To wit: The probability P(i) of the dragon being in room i is equal to the number of connections attached to room i, C(i), divided by twice the total number of connections.

UNLESS there are no rings in the network with an odd number of rooms, in which case the probabilities are bistable, and you need to (1) determine which rooms are separated by an odd number of steps from the starting room, and which are separated by an even number of steps, then (2) apply the same formula, separately to each set of rooms.

 

[FyreHowl]

Heh heh, Then forgive me. Somehow after 5 hours of complex circuit analysis today, meaning inductors with stupid imaginary numbers...math...doesnt seem fun!

 

[LazarusLong42]

Heh heh, Then forgive me. Somehow after 5 hours of complex circuit analysis today, meaning inductors with stupid imaginary numbers...math...doesnt seem fun!

LOL!!

Ah yes, negative imaginaries for the inductors... positive imaginaries for the capacitors. That was a fun class. (It was also almost eight years ago... man I feel old.)

 

[Shemeska]

LOL!!

Ah yes, negative imaginaries for the inductors... positive imaginaries for the capacitors. That was a fun class. (It was also almost eight years ago... man I feel old.)

As a person who graduated with a chemistry degree, and Fyrhowl's DM, let me say the following... that A) math blows (which is why I'm going to grad school for Molecular Biology and not Chemistry), and B) GM Fiat. At this rate I'm approaching chosen status of the almighty Lord Rule 0.

Thank you. That is all.

Oh, and one more thing... *points* NERDS!!!! (and from me thats saying something...)

 

[LazarusLong42]

Shaneska: As a molecular biologist (MS, 2000) I can tell you that molecular biology blows much harder than math ever can. Math never has cells that say "These LB plates have 3 micrograms too much ampicillin in them, so we're not going to grow tonight."

Or proteins that will only interact on Tuesdays when Venus is rising. Or antibodies that work in the first seven bleeds you get from the company, get paid for, and then cease to work in any way, shape or form. Or restriction enzymes that, from one company, work really well, and from another company, work not at all. Or sequencing reactions that come back from the core with no data, or...
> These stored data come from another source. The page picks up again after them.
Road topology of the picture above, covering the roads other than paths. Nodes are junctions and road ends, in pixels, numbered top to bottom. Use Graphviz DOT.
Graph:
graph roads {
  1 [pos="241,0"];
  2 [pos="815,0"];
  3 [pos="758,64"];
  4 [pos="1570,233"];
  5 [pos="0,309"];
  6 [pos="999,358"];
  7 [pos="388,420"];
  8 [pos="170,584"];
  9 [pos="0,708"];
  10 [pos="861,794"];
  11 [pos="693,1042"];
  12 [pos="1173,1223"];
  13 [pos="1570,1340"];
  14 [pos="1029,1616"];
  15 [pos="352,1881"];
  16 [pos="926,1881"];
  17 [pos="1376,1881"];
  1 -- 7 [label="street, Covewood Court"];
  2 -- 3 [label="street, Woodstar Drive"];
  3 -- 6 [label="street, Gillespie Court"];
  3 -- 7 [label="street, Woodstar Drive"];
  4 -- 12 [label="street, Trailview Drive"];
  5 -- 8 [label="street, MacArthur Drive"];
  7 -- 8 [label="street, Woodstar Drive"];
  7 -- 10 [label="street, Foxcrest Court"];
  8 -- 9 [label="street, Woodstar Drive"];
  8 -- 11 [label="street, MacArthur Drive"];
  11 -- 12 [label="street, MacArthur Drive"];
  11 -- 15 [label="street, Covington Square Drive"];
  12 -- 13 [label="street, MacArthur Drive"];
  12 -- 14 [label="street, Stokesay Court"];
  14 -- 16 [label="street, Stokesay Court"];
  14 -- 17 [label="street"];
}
Crud. Now I'm just venting. Sorry

 

[tarchon]

Let me try:

Set up the matrix of transition probabilities. This is a matrix such that the i, j entry is the probability that the dragon will move
from room i to room j, given that they are in room i. Note that the rows must all sum to 1 (he has to be somewhere). Now look at the columns as a system of equations. If the first column has a 0.5 in the second row and a 0.75 in the fifth row, then m1=0.5*m2+0.75*m5. Once you have all the equations (you should have one for each room), set m1 to 1, and calculate all the other m's. Now, since these are supposed to be probabilities, they should add up to 1. So sum all of the m's, and divide each m by the total. Now mi is the probability that the dragon is in room i, at some random point in time long after he started moving around.

It's a standard-issue Markov chain. Generally, the easy way to find the steady state is to just multiply the initial state vector by the transition matrix, and keep multiplying the result by the transition matrix until it converges.

 

[tarchon]

AND Because I feel like being a spoiled brat.

In the normal table top game of 6 players assuming they comprise the stereotypical intelligence of any given D&D group. Also assuming that they do not know the layout of the dungeon, nor do they understand what the Dm is rolling for. Now, if this is their weekend relaxation- what are the odds that any given player will a. notice if you use the wrong percentage. and if a is true, what are the odds they b. CARE. and if they B care. what are the odds c they can argue with GM Fe-aht.

ONE IN A MILLION BILLION JILLION.

Well, our half orc barbarian has a masters in operations research, so I'm pretty sure he knows the hidden Markov chain problem.